Because the district court correctly decided that it did not have authority to consider the
motion, we affirm.
Bates was a high‐ranking member in the El Rukn organization, a notorious
Chicago street gang involved in drug trafficking. In 1992 a jury convicted him of
* We have agreed to decide this case without oral argument because the appeal is
frivolous. See FED. R. APP. P. 34(a)(2)(A).
racketeering and narcotics offenses, for which he received a sentence of life
imprisonment. After the district court denied Bates’s motion for a new trial, we
affirmed the judgment in 1997. See United States v. Williams, 139 F.3d 902 (7th Cir. 1997)
(unpublished). Even though 20 years have passed since that decision—and 17 years
have elapsed since his collateral attack under 28 U.S.C. § 2255 was denied as untimely—
Bates has not stopped filing motions in his criminal case. Among these are unsuccessful
motions to modify his sentence, to amend the judgment, to reopen the case for further
discovery, and to enter judgment on a special verdict.

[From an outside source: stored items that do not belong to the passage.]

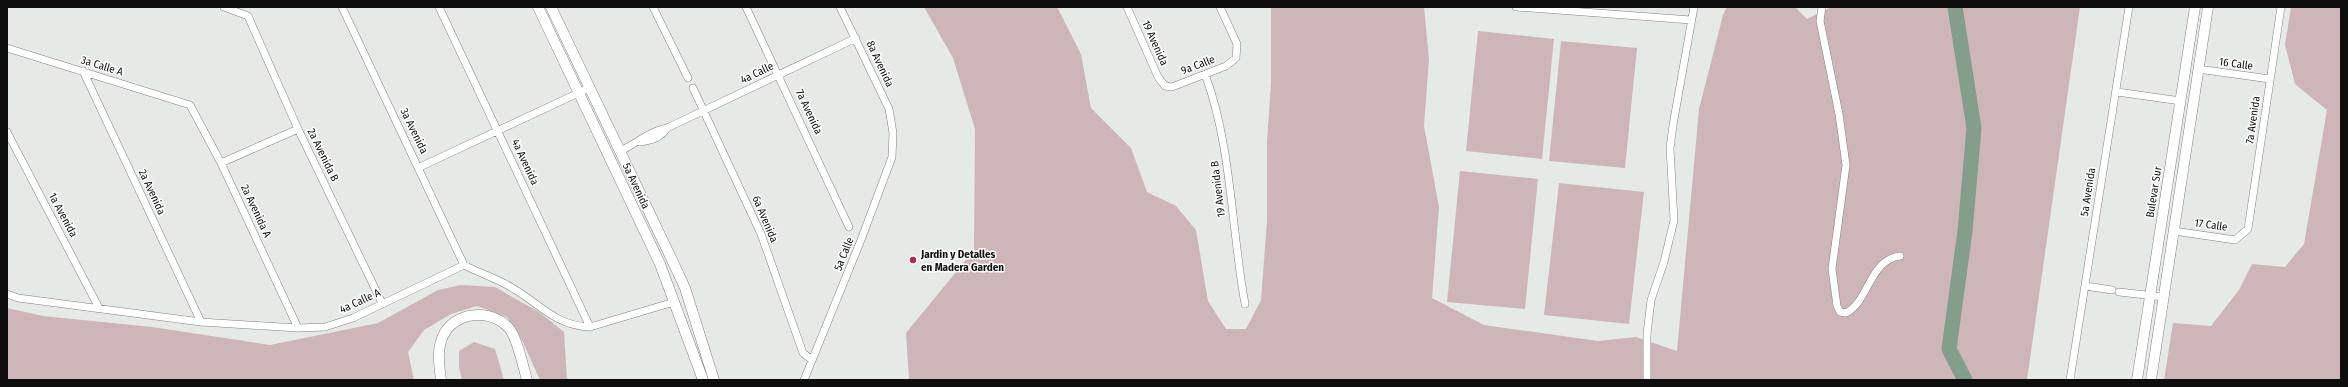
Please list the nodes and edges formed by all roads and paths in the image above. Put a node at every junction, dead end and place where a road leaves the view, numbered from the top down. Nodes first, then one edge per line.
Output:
1 (224, 7) edge
2 (342, 7) edge
3 (439, 7) edge
4 (538, 7) edge
5 (551, 7) edge
6 (654, 7) edge
7 (746, 7) edge
8 (840, 7) edge
9 (1127, 7) edge
10 (1220, 7) edge
11 (1516, 7) edge
12 (1694, 7) edge
13 (1822, 7) edge
14 (2129, 7) edge
15 (2195, 7) edge
16 (2208, 7) edge
17 (2281, 7) edge
18 (1691, 20) junction
19 (856, 38) junction
20 (7, 48) edge
21 (2198, 69) junction
22 (83, 71) junction
23 (1205, 74) junction
24 (779, 75) junction
25 (688, 78) dead end
26 (2270, 79) junction
27 (1165, 86) joint
28 (590, 88) junction
29 (693, 88) dead end
30 (579, 92) junction
31 (2117, 92) junction
32 (2181, 100) junction
33 (190, 105) joint
34 (704, 111) junction
35 (298, 129) junction
36 (498, 130) junction
37 (7, 132) edge
38 (893, 133) joint
39 (619, 152) junction
40 (221, 163) junction
41 (420, 167) junction
42 (849, 227) dead end
43 (2174, 231) junction
44 (2244, 235) joint
45 (1900, 256) dead end
46 (464, 265) junction
47 (2085, 286) junction
48 (7, 294) edge
49 (2150, 296) junction
50 (2164, 297) junction
51 (674, 302) junction
52 (382, 303) junction
53 (1245, 304) dead end
54 (99, 308) junction
55 (201, 322) junction
56 (590, 327) junction
57 (298, 328) junction
58 (812, 360) junction
59 (441, 380) edge
60 (527, 380) edge
61 (703, 380) edge
62 (714, 380) edge
63 (804, 380) edge
64 (1648, 380) edge
65 (2070, 380) edge
66 (2137, 380) edge
67 (2151, 380) edge

1 - 35 street, 2a Avenida B
2 - 41 street, 3a Avenida
3 - 36 street, 4a Avenida
4 - 30 main road, 5a Avenida
5 - 28 main road, 5a Avenida
6 - 25 street
7 - 24 street, 7a Avenida
8 - 19 street, 8a Avenida
9 - 27 street, 19 Avenida
10 - 23 street, 9a Calle
11 - 18 street
12 - 18 street
13 - 45 street
14 - 31 street, 5a Avenida
15 - 32 main road, Bulevar Sur
16 - 21 main road
17 - 26 street, 7a Avenida
18 - 64 street
19 - 24 street, 4a Calle
19 - 38 street, 8a Avenida
20 - 22 street, 3a Calle A
21 - 26 street, 16 Calle
21 - 43 main road
22 - 33 street, 3a Calle A
22 - 55 street, 2a Avenida
23 - 27 street, 9a Calle
23 - 53 street, 19 Avenida B
24 - 34 street, 4a Calle
24 - 42 street, 7a Avenida
26 - 44 street, 7a Avenida
28 - 30 street
28 - 39 main road, 5a Avenida
29 - 34 street, 6a Avenida
30 - 36 street
30 - 51 main road, 5a Avenida
31 - 32 street
31 - 47 street, 5a Avenida
32 - 49 main road, Bulevar Sur
33 - 40 street, 2a Avenida A
34 - 39 street, 4a Calle
34 - 58 street, 6a Avenida
35 - 40 street
35 - 52 street, 2a Avenida B
36 - 41 street
36 - 56 street, 4a Avenida
37 - 54 street, 1a Avenida
38 - 58 street, 5a Calle
39 - 62 main road, 5a Avenida
40 - 57 street, 2a Avenida A
41 - 46 street, 3a Avenida
43 - 44 street, 17 Calle
43 - 50 main road
46 - 52 street, 4a Calle A
46 - 56 street
47 - 49 street
47 - 65 street, 5a Avenida
48 - 54 street, 4a Calle A
49 - 50 street
49 - 66 main road, Bulevar Sur
50 - 67 main road
51 - 56 street
51 - 61 main road, 5a Avenida
52 - 57 street, 4a Calle A
54 - 55 street, 4a Calle A
55 - 57 street, 4a Calle A
58 - 63 street, 5a Calle
59 - 60 main road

A motion filed in March 2017 is the subject of this appeal. Bates moved for
“release from detention” under 18 U.S.C. §§ 3142(f), (j), 3145(b). These statutes establish
the procedure for federal courts to consider releasing a defendant before trial.
Bates contends, among other things, that the district court entered pretrial detention
orders without a hearing or fair notice and that, as a result, the court should now
release him. The district court denied his motion, reasoning that Bates’s challenge to his
pretrial detention was moot because he has since been convicted and is serving a life
The district court correctly ruled that it could not consider Bates’s motion.

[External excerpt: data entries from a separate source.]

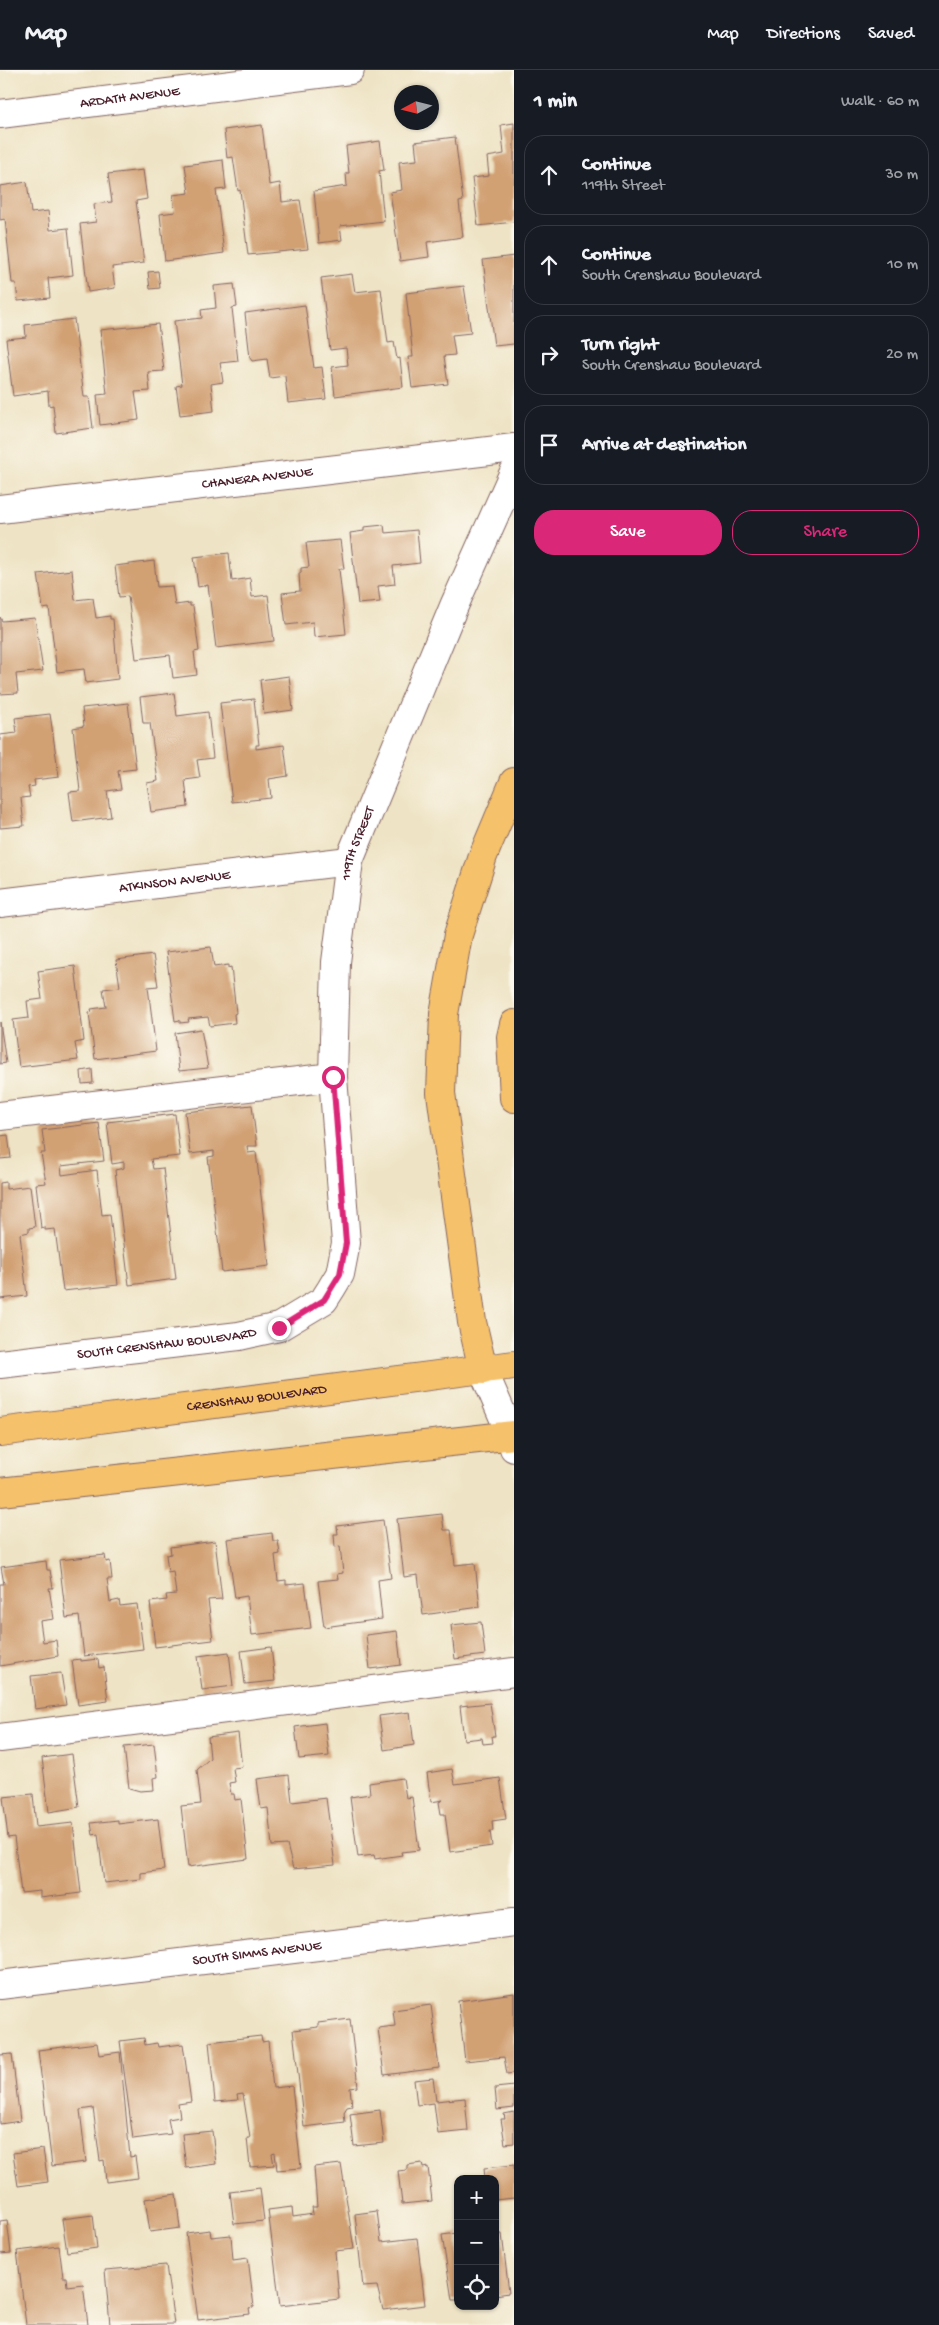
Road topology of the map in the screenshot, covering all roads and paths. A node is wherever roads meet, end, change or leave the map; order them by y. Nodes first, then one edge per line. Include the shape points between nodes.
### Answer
1 (350, 70) edge
2 (0, 114) edge
3 (514, 448) edge
4 (514, 472) edge
5 (0, 509) edge
6 (514, 782) edge
7 (349, 861) junction
8 (0, 902) edge
9 (514, 1024) edge
10 (333, 1077) junction
11 (514, 1098) edge
12 (0, 1116) edge
13 (346, 1243) joint
14 (0, 1364) edge
15 (514, 1365) edge
16 (484, 1370) junction
17 (0, 1432) edge
18 (513, 1439) edge
19 (0, 1492) edge
20 (514, 1672) edge
21 (0, 1738) edge
22 (514, 1922) edge
23 (0, 1984) edge

1 - 2 street, ARDATH AVENUE
3 - 5 street, CHANERA AVENUE
4 - 7 street, 119TH STREET via 454,606
6 - 16 main road via 483,856 458,935 444,1014 441,1093 472,1322
7 - 8 street, ATKINSON AVENUE
7 - 10 street, 119TH STREET via 336,962
9 - 11 main road via 511,1037
10 - 12 street
10 - 13 street, 119TH STREET
13 - 14 street, SOUTH CRENSHAW BOULEVARD via 340,1274 324,1300 279,1328 239,1336
15 - 16 main road, CRENSHAW BOULEVARD
16 - 17 main road, CRENSHAW BOULEVARD
16 - 18 street
18 - 19 main road
20 - 21 street
22 - 23 street, SOUTH SIMMS AVENUE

Following the imposition of a sentence, the district court has the power to address
motions made in the same criminal case “only when authorized by statute or rule.”
United States v. Goode, 342 F.3d 741, 743 (7th Cir. 2003); see United States v. Scott, 414 F.3d
815, 816 (7th Cir. 2005); Romandine v. United States, 206 F.3d 731, 734–35 (7th Cir. 2000).
Two examples are 18 U.S.C. § 3582(c)(2) (regarding sentencing reductions based on
retroactive amendments to the Sentencing Guidelines) and Federal Rule of Criminal
Procedure 35 (allowing sentencing reductions for substantial assistance or certain
errors). No matter how Bates labels his motion, we evaluate its substance. See Curry v.
United States, 507 F.3d 603, 604 (7th Cir. 2007). Bates does not invoke either
section 3582(c)(2) or Rule 35 in the motion, and rightly so because he is not attacking his
sentence. Nor could he attack his sentence under 28 U.S.C. § 2255 without prior
authorization from this court, because Bates already brought such an attack in 2000.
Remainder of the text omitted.